## Records for the exercise
+++++
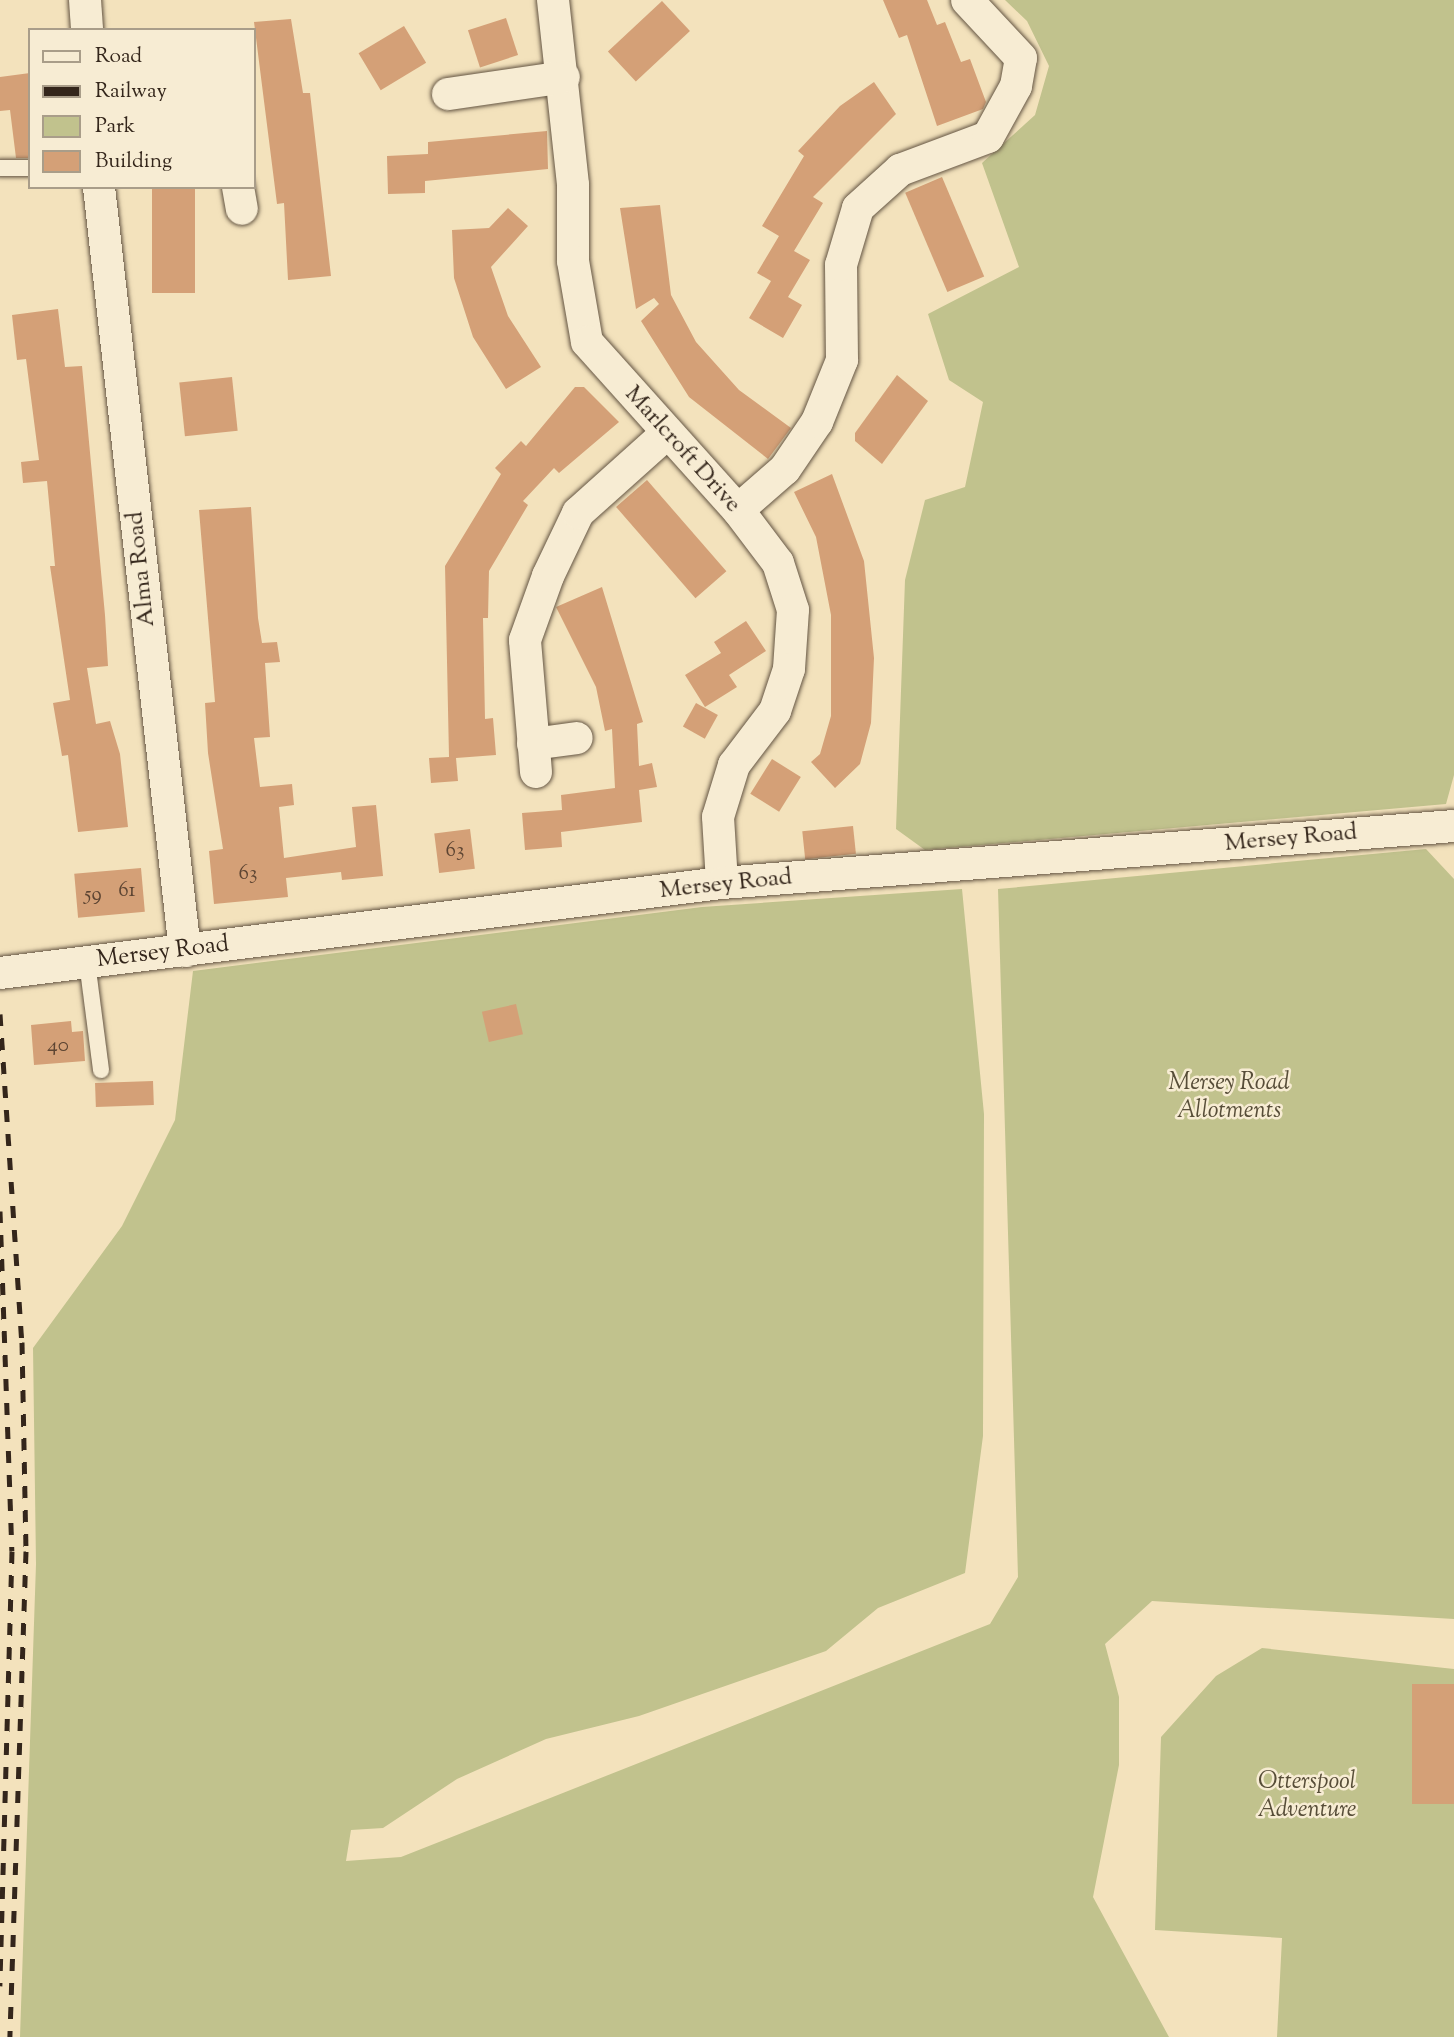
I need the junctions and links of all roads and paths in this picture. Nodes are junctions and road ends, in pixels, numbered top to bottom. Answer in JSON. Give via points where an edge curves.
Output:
{"nodes":[{"id":1,"x":85,"y":0,"type":"edge"},
{"id":2,"x":553,"y":0,"type":"edge"},
{"id":3,"x":967,"y":0,"type":"edge"},
{"id":4,"x":88,"y":28,"type":"edge"},
{"id":5,"x":564,"y":77,"type":"junction"},
{"id":6,"x":447,"y":94,"type":"dead end"},
{"id":7,"x":0,"y":168,"type":"edge"},
{"id":8,"x":28,"y":168,"type":"edge"},
{"id":9,"x":99,"y":189,"type":"edge"},
{"id":10,"x":666,"y":435,"type":"junction"},
{"id":11,"x":738,"y":510,"type":"junction"},
{"id":12,"x":577,"y":738,"type":"dead end"},
{"id":13,"x":1454,"y":826,"type":"edge"},
{"id":14,"x":722,"y":883,"type":"junction"},
{"id":15,"x":185,"y":951,"type":"junction"},
{"id":16,"x":87,"y":962,"type":"junction"},
{"id":17,"x":0,"y":973,"type":"edge"},
{"id":18,"x":101,"y":1070,"type":"dead end"}],
"edges":[{"from":1,"to":4,"type":"street"},
{"from":2,"to":5,"type":"street","name":"Marlcroft Drive"},
{"from":3,"to":11,"type":"street","via":[[1021,58],[1016,86],[988,137],[900,170],[858,208],[841,265],[842,360],[817,422],[785,469]]},
{"from":5,"to":6,"type":"street"},
{"from":5,"to":10,"type":"street","name":"Marlcroft Drive","via":[[573,261],[587,342]]},
{"from":7,"to":8,"type":"lane"},
{"from":9,"to":15,"type":"street","name":"Alma Road"},
{"from":10,"to":11,"type":"street","name":"Marlcroft Drive"},
{"from":10,"to":12,"type":"street","via":[[578,513],[525,640],[534,758]]},
{"from":11,"to":14,"type":"street","name":"Marlcroft Drive","via":[[778,563],[793,610],[789,669],[775,711],[734,765],[718,817]]},
{"from":13,"to":14,"type":"street","name":"Mersey Road"},
{"from":14,"to":15,"type":"street","name":"Mersey Road"},
{"from":15,"to":16,"type":"street","name":"Mersey Road"},
{"from":16,"to":17,"type":"street","name":"Mersey Road"},
{"from":16,"to":18,"type":"lane"}]}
+++++
Set down every entry above again exactly, dropping each picture.

I need the junctions and links of all roads and paths in this picture. Nodes are junctions and road ends, in pixels, numbered top to bottom. Answer in JSON. Give via points where an edge curves.
Output:
{"nodes":[{"id":1,"x":85,"y":0,"type":"edge"},
{"id":2,"x":553,"y":0,"type":"edge"},
{"id":3,"x":967,"y":0,"type":"edge"},
{"id":4,"x":88,"y":28,"type":"edge"},
{"id":5,"x":564,"y":77,"type":"junction"},
{"id":6,"x":447,"y":94,"type":"dead end"},
{"id":7,"x":0,"y":168,"type":"edge"},
{"id":8,"x":28,"y":168,"type":"edge"},
{"id":9,"x":99,"y":189,"type":"edge"},
{"id":10,"x":666,"y":435,"type":"junction"},
{"id":11,"x":738,"y":510,"type":"junction"},
{"id":12,"x":577,"y":738,"type":"dead end"},
{"id":13,"x":1454,"y":826,"type":"edge"},
{"id":14,"x":722,"y":883,"type":"junction"},
{"id":15,"x":185,"y":951,"type":"junction"},
{"id":16,"x":87,"y":962,"type":"junction"},
{"id":17,"x":0,"y":973,"type":"edge"},
{"id":18,"x":101,"y":1070,"type":"dead end"}],
"edges":[{"from":1,"to":4,"type":"street"},
{"from":2,"to":5,"type":"street","name":"Marlcroft Drive"},
{"from":3,"to":11,"type":"street","via":[[1021,58],[1016,86],[988,137],[900,170],[858,208],[841,265],[842,360],[817,422],[785,469]]},
{"from":5,"to":6,"type":"street"},
{"from":5,"to":10,"type":"street","name":"Marlcroft Drive","via":[[573,261],[587,342]]},
{"from":7,"to":8,"type":"lane"},
{"from":9,"to":15,"type":"street","name":"Alma Road"},
{"from":10,"to":11,"type":"street","name":"Marlcroft Drive"},
{"from":10,"to":12,"type":"street","via":[[578,513],[525,640],[534,758]]},
{"from":11,"to":14,"type":"street","name":"Marlcroft Drive","via":[[778,563],[793,610],[789,669],[775,711],[734,765],[718,817]]},
{"from":13,"to":14,"type":"street","name":"Mersey Road"},
{"from":14,"to":15,"type":"street","name":"Mersey Road"},
{"from":15,"to":16,"type":"street","name":"Mersey Road"},
{"from":16,"to":17,"type":"street","name":"Mersey Road"},
{"from":16,"to":18,"type":"lane"}]}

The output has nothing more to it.